Zhao J, Mao J, Liu X
Department of Ophthalmology, Eye Research Center, Peking Union Medical College Hospital, Chinese Academy of Medical Sciences, Beijing 100730.
Zhonghua Yan Ke Za Zhi. 1998 May;34(3):170-3.
To investigate if apraclonidine can effectively prevent the acute increase of intraocular pressure (IOP) in brown eyes with Nd:YAG laser iridectomy.
48 eyes with primary angle closure glaucoma were divided into treatment and control groups, which were matched by age and sex. One drop of apraclonidine was applied into the conjunctival sac at one hour before laser iridectomy and immediately after laser iridectomy in treatment group, whereas one drop of antibiotic as placebo was applied in control group at the same time. IOP, pupil diameter were measured at 0.5, 1, 1.5, 2, 3.5 hours after laser iridectomy.

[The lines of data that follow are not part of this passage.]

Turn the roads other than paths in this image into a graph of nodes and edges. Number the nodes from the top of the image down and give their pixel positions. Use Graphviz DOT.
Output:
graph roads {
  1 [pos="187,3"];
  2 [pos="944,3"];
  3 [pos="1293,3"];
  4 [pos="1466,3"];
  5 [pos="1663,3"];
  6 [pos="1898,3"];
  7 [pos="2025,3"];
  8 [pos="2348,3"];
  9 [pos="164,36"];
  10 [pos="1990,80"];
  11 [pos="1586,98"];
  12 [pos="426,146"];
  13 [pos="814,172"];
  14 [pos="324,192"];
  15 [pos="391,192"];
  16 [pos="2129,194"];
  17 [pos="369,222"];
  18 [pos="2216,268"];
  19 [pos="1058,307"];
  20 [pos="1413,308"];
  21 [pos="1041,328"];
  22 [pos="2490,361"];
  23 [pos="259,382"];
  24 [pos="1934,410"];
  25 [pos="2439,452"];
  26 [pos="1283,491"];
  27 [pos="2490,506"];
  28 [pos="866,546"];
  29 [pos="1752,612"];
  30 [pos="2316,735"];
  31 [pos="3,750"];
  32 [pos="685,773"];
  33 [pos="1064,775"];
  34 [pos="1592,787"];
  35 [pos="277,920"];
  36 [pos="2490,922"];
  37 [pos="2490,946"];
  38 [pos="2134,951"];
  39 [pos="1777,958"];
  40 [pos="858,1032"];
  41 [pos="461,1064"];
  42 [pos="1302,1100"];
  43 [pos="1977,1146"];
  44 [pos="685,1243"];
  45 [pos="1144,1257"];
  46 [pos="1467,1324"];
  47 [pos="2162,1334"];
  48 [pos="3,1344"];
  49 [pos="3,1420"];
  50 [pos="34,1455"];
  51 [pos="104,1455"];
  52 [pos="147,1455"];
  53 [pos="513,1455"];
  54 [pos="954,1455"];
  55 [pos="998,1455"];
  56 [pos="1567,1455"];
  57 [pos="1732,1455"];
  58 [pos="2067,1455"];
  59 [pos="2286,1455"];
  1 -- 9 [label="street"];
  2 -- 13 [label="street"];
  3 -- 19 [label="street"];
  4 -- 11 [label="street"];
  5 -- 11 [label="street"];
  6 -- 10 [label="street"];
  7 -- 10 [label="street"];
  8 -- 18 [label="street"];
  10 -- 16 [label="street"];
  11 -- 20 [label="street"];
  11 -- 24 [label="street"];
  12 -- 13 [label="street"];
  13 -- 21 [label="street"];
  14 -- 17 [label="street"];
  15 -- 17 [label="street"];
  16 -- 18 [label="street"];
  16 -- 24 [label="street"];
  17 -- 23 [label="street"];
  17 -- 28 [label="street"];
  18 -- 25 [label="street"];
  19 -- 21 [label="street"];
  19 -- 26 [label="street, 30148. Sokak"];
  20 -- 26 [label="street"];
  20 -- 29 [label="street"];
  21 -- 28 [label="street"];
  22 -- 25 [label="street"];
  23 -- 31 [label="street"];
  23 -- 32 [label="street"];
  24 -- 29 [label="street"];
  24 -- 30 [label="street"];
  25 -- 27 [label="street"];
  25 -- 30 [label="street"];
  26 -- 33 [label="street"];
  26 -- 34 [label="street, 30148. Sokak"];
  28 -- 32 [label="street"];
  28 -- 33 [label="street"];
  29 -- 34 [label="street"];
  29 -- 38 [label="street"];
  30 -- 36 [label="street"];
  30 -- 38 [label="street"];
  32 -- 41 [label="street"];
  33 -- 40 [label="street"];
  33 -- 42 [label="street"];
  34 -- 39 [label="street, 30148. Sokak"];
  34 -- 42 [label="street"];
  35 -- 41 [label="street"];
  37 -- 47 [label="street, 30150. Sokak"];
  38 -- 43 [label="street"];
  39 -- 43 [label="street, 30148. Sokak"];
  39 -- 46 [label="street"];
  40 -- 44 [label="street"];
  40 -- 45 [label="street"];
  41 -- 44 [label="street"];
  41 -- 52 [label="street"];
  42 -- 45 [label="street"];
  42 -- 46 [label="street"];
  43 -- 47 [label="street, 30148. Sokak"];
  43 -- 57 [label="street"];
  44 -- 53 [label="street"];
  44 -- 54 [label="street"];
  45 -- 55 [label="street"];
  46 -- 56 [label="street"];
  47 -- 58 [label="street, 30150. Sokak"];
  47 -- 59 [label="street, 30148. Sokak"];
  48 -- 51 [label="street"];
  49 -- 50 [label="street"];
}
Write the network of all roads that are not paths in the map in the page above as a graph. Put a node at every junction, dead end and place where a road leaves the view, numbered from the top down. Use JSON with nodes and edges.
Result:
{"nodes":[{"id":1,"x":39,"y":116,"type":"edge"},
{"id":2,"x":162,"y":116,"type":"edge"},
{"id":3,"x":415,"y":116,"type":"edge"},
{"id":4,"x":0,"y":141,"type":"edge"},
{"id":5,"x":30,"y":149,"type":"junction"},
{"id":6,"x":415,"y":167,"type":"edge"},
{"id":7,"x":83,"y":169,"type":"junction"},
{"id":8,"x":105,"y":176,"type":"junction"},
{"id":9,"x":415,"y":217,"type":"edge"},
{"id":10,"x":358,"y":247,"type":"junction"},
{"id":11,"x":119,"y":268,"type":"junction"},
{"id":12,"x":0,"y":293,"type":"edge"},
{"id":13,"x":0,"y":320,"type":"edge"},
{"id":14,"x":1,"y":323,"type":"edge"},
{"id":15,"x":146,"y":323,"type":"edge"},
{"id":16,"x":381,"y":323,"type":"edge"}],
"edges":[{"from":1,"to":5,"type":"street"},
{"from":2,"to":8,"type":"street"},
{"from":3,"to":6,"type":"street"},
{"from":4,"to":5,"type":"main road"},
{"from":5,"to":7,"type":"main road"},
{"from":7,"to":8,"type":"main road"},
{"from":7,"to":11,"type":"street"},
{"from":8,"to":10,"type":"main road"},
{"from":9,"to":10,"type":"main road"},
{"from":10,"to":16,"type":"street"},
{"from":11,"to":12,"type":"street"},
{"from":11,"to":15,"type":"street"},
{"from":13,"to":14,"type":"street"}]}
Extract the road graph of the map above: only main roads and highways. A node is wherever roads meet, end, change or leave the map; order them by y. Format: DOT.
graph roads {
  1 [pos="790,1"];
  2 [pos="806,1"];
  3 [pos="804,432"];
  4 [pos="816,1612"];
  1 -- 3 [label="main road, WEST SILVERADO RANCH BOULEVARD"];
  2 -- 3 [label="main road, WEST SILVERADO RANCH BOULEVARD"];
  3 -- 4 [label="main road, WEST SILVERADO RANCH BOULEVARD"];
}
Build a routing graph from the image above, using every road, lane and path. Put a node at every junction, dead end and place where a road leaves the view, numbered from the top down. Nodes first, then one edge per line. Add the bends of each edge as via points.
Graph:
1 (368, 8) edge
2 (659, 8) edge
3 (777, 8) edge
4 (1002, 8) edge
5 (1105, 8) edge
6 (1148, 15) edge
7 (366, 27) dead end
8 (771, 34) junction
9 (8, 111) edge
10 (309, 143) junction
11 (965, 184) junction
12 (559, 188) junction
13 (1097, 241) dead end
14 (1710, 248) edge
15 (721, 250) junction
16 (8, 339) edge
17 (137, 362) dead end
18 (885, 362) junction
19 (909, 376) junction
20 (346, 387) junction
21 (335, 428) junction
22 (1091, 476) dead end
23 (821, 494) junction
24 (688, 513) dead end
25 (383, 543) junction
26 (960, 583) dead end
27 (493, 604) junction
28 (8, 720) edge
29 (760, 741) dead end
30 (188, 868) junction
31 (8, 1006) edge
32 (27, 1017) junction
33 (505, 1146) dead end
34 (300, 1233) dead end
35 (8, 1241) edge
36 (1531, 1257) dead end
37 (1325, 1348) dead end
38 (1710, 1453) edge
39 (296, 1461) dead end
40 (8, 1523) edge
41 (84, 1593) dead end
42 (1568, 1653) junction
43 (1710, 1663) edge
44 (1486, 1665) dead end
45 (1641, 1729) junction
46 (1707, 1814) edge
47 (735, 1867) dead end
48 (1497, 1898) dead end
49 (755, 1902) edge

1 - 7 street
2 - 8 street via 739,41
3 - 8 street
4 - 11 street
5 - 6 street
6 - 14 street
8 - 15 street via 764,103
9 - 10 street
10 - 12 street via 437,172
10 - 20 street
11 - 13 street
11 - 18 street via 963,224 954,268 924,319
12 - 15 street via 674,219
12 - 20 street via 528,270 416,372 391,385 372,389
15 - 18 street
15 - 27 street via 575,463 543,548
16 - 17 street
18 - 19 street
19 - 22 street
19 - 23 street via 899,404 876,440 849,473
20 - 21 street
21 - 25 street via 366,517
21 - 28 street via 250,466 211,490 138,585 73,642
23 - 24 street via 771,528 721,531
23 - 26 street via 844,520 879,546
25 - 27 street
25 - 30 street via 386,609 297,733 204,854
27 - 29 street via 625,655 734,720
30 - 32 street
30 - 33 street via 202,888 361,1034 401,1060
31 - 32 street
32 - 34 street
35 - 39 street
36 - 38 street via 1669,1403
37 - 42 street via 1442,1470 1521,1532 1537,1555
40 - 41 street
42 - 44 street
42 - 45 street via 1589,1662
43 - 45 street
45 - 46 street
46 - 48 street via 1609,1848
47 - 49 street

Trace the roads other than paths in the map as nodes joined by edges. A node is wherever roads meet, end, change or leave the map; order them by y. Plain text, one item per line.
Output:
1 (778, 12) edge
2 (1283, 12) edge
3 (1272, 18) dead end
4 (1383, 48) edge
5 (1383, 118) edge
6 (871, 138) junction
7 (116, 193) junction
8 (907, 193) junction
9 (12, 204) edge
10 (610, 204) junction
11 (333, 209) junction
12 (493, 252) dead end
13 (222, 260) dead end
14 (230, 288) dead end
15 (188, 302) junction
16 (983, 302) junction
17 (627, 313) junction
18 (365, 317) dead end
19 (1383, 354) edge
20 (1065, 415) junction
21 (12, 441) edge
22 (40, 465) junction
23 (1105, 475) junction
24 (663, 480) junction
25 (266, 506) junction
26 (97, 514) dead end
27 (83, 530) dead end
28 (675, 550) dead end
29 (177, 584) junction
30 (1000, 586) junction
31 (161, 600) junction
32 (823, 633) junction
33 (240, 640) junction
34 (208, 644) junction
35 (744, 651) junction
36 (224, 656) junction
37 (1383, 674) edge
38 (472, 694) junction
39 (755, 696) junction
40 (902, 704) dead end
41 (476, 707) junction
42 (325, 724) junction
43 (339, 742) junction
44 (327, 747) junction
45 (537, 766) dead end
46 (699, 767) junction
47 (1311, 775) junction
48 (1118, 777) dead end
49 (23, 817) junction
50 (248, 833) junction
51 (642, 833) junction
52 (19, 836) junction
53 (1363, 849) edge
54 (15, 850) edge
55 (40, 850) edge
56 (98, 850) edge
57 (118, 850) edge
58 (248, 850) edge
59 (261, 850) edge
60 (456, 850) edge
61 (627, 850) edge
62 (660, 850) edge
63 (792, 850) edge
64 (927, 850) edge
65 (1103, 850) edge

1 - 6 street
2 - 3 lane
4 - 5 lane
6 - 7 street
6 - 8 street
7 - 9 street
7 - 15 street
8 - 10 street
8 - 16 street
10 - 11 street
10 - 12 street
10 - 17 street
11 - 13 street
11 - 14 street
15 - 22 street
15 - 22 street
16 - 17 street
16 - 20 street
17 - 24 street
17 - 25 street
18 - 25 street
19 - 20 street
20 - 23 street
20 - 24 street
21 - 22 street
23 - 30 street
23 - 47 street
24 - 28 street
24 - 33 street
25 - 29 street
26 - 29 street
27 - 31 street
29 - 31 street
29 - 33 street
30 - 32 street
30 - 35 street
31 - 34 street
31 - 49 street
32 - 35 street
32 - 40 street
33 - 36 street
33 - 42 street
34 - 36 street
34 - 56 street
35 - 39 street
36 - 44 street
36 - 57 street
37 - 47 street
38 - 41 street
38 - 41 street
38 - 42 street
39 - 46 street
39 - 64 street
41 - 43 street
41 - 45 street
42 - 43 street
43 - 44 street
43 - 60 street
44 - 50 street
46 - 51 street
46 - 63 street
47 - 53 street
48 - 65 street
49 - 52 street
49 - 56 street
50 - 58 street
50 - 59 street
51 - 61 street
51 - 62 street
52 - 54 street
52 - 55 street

The maximum increase of IOP after laser iridectomy was 0.62 +/- 0.67 kPa and 1.13 +/- 0.87 kPa in treatment and control group respectively, there was a significant difference (P = 0.03). The obvious decrease of IOP occurred at 0.5, 1 and 1.5 hours after laser iridectomy in treatment group. No ocular and systemic side effects were found in treatment group, except pupil diameter was obviously larger in treatment group than that in control group.
1% apraclonidine effectively prevents the acute increase of IOP in brown eyes with Nd:YAG laser iridectomy.